## The data
========
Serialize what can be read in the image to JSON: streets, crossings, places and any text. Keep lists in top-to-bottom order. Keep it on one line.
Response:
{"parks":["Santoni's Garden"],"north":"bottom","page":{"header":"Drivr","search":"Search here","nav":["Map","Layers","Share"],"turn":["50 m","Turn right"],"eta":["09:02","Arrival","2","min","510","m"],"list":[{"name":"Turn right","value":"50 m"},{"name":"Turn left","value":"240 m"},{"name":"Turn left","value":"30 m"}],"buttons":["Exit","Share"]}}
========
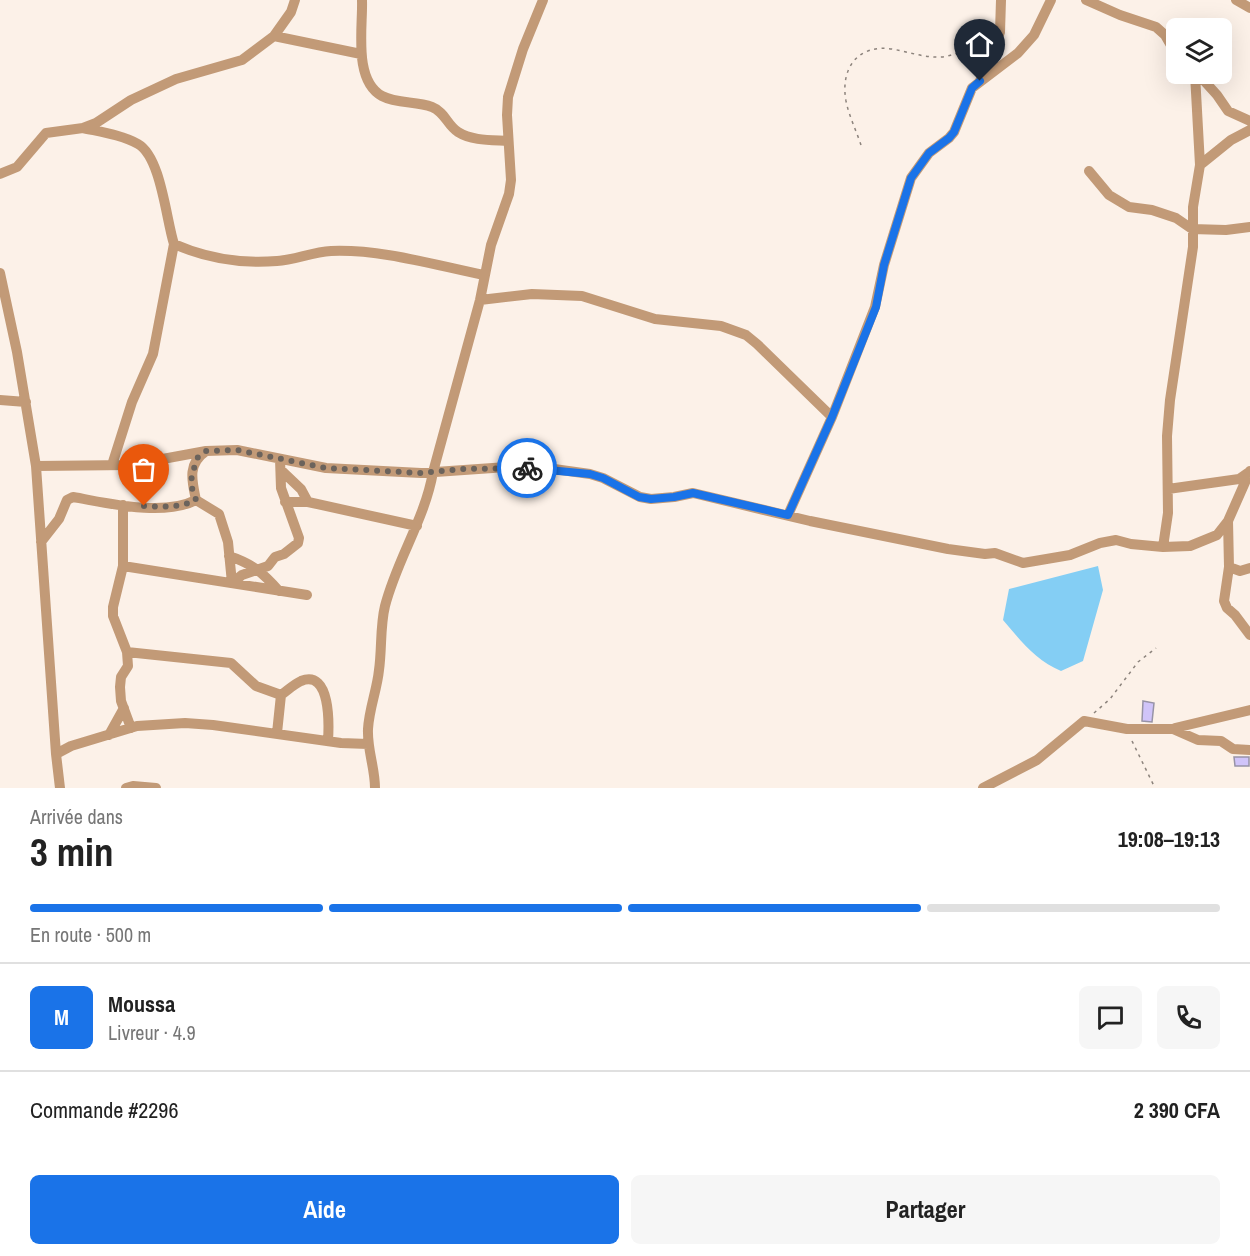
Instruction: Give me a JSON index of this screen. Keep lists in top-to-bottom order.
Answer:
========
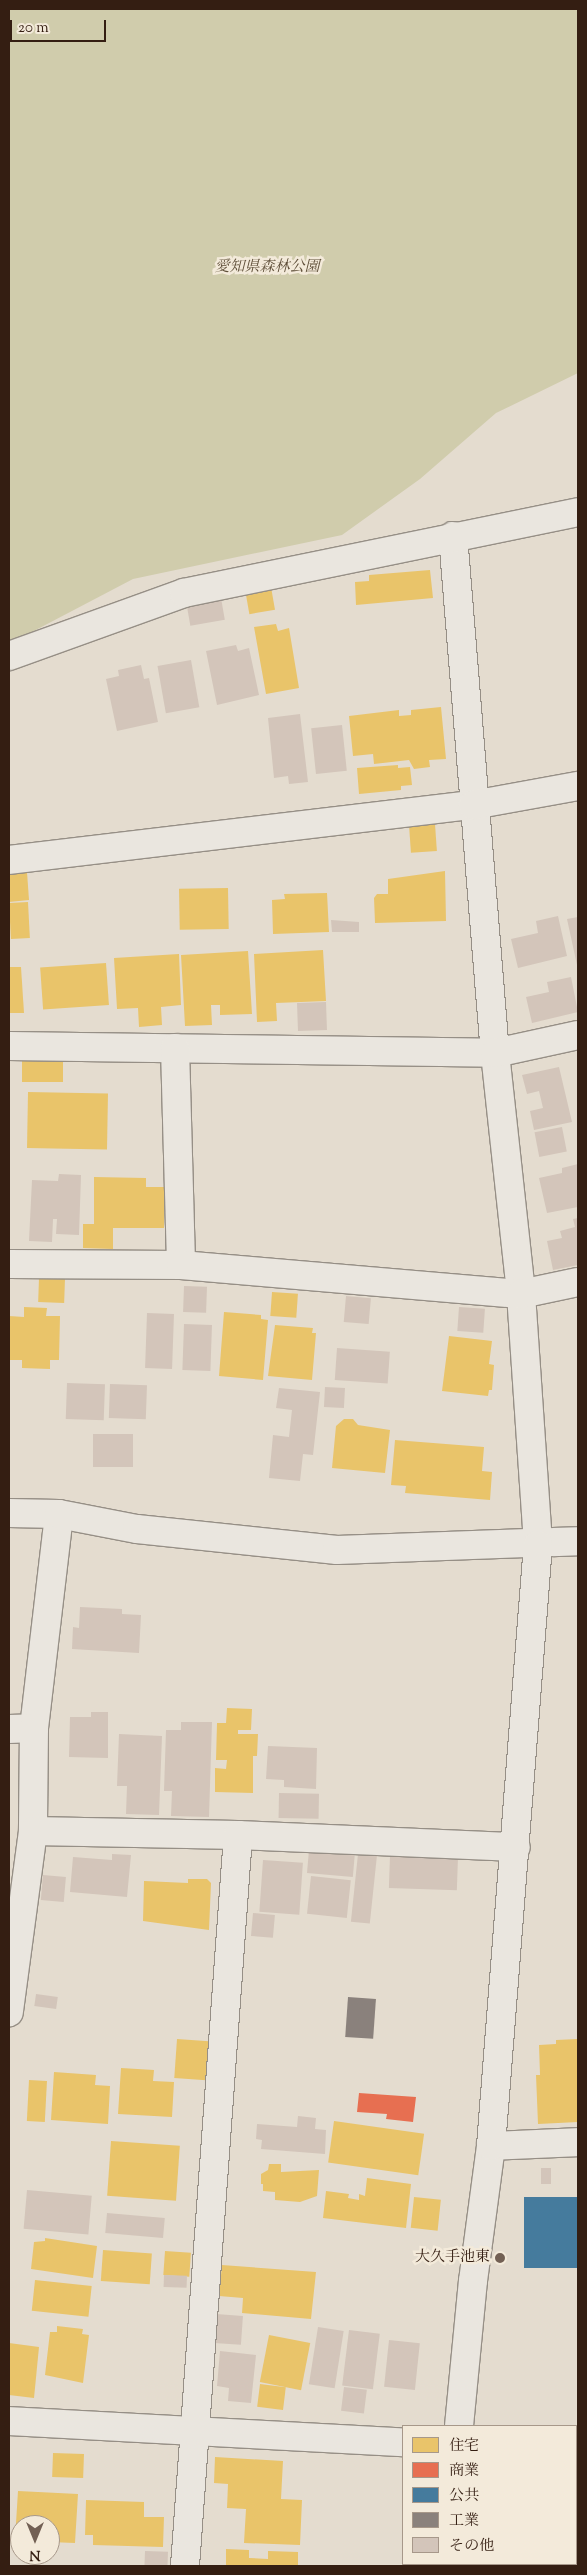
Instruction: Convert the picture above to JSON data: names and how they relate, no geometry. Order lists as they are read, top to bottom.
========
## How to complete this task
For each line above that contains the word "Keep", make a copy.

## Finished exercise
Serialize what can be read in the image to JSON: streets, crossings, places and any text. Keep lists in top-to-bottom order. Keep it on one line.
Instruction: Give me a JSON index of this screen. Keep lists in top-to-bottom order.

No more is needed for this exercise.